The Physics That Supports This

Twentieth-century quantum mechanics produced — without intending to — a mathematical formulation of this exact picture.

In Richard Feynman's path integral formulation, a particle traveling from point A to point B does not take one path. It takes every possible path simultaneously, including paths through solid walls, paths that loop around the moon, paths that violate ordinary causality. Each path contributes a complex amplitude to the final probability of the particle's arrival. The reason particles behave “sensibly” is that the contributions from most paths cancel each other out through destructive interference. The wall does not block the particle by stopping it; the wall ensures that the amplitudes for paths-through-the-wall sum to nearly zero.
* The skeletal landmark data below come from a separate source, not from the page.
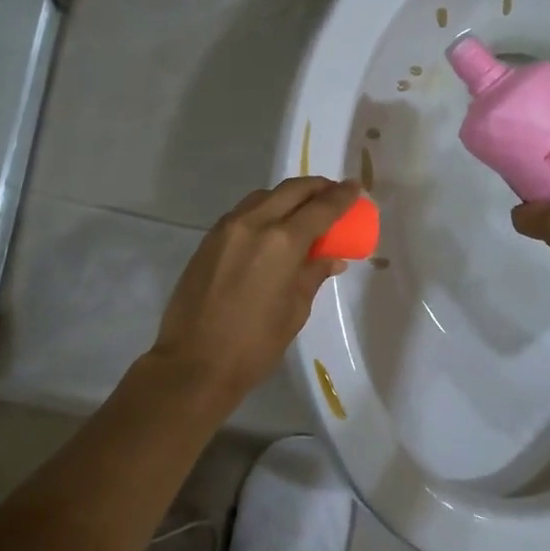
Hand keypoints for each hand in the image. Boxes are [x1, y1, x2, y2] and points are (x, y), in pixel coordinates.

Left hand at [150, 177, 361, 402]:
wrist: (193, 363)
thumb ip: (313, 275)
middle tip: (333, 193)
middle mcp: (254, 224)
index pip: (321, 208)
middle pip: (291, 190)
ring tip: (304, 209)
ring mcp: (227, 229)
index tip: (356, 187)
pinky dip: (265, 210)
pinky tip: (273, 227)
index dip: (342, 197)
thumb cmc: (254, 344)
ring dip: (288, 196)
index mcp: (282, 242)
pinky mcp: (209, 239)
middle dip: (316, 187)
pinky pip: (244, 212)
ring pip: (264, 196)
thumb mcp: (294, 310)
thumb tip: (331, 258)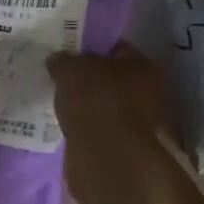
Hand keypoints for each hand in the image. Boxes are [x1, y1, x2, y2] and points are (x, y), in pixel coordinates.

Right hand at [48, 43, 169, 150]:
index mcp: (141, 65)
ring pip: (103, 103)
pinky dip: (84, 124)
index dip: (90, 46)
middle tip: (59, 75)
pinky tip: (65, 121)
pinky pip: (97, 126)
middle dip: (87, 77)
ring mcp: (135, 120)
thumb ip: (63, 60)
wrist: (104, 156)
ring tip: (58, 99)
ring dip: (85, 103)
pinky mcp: (121, 144)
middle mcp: (145, 91)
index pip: (115, 47)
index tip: (68, 50)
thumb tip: (58, 60)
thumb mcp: (70, 69)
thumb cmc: (94, 100)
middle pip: (110, 77)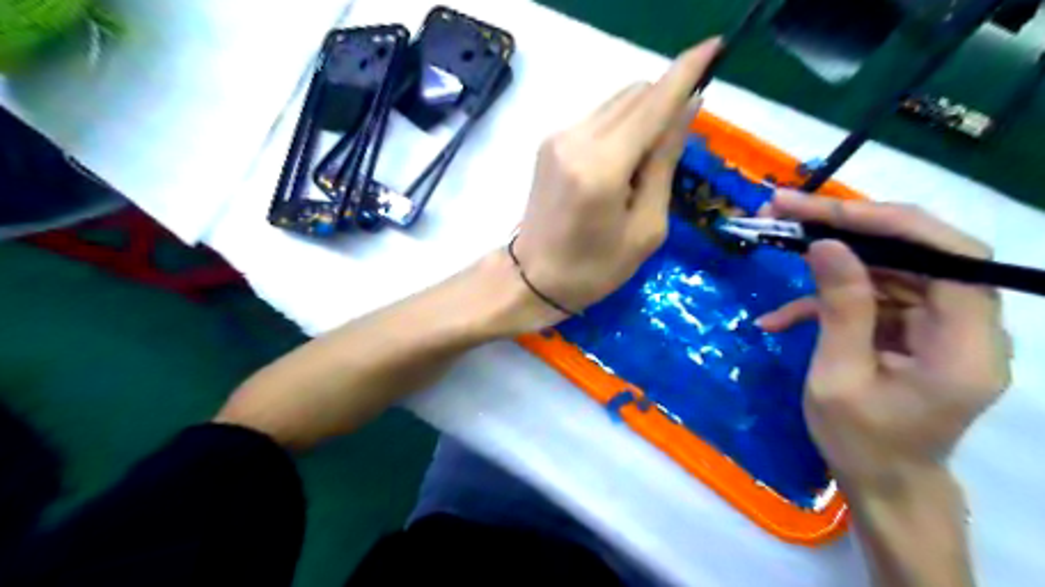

This means: the manifest behavior of any physical system is the residue of mathematical cancellation across an infinite field of possibilities. Reality is not built up from nothing. It is what remains after everything else has been subtracted.

Two further quantum phenomena reinforce the picture:

Superposition is the genuine state of unactualized possibility — not ignorance about a definite state, but the real absence of a definite state. Aristotle would call this dunamis (potency) as opposed to energeia (act). The unmanifest is not empty; it is too full to be any one thing yet.

Measurement — the so-called “observation” — collapses superposition into a single actualized state. Crucially, this does not require a conscious observer; any physical interaction that records which-path information will do it. The modern framework, called decoherence, says: once the information about a system's state becomes entangled with the rest of the environment, the superposition is effectively gone. The universe itself is constantly “observing” things at every scale.

The convergence with classical and Vedantic metaphysics is exact. Potency becomes act through actualization. The unmanifest becomes manifest through some agency of differentiation. Quantum mechanics has, in its own vocabulary, recovered a doctrine that mystics across continents have asserted for three thousand years.